* WHAT IS NEEDED: Copy all the lines below without altering anything.

┄┄┄┄┄┄┄┄┄┄

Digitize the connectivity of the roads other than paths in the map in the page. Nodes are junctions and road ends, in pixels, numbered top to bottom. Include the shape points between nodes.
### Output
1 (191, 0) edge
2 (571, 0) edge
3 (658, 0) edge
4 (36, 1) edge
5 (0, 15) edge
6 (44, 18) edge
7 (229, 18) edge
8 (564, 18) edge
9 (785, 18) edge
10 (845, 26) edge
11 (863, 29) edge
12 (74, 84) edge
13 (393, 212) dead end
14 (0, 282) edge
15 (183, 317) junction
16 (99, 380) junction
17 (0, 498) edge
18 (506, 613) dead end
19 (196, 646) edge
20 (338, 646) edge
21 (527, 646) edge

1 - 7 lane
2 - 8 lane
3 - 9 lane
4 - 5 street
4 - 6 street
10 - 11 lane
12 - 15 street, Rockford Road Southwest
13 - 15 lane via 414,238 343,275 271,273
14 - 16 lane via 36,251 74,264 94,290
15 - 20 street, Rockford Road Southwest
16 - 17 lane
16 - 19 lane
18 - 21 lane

┄┄┄┄┄┄┄┄┄┄

* ANSWER SECTION:
Digitize the connectivity of the roads other than paths in the map in the page. Nodes are junctions and road ends, in pixels, numbered top to bottom. Include the shape points between nodes.
### Output
1 (191, 0) edge
2 (571, 0) edge
3 (658, 0) edge
4 (36, 1) edge
5 (0, 15) edge
6 (44, 18) edge
7 (229, 18) edge
8 (564, 18) edge
9 (785, 18) edge
10 (845, 26) edge
11 (863, 29) edge
12 (74, 84) edge
13 (393, 212) dead end
14 (0, 282) edge
15 (183, 317) junction
16 (99, 380) junction
17 (0, 498) edge
18 (506, 613) dead end
19 (196, 646) edge
20 (338, 646) edge
21 (527, 646) edge

1 - 7 lane
2 - 8 lane
3 - 9 lane
4 - 5 street
4 - 6 street
10 - 11 lane
12 - 15 street, Rockford Road Southwest
13 - 15 lane via 414,238 343,275 271,273
14 - 16 lane via 36,251 74,264 94,290
15 - 20 street, Rockford Road Southwest
16 - 17 lane
16 - 19 lane
18 - 21 lane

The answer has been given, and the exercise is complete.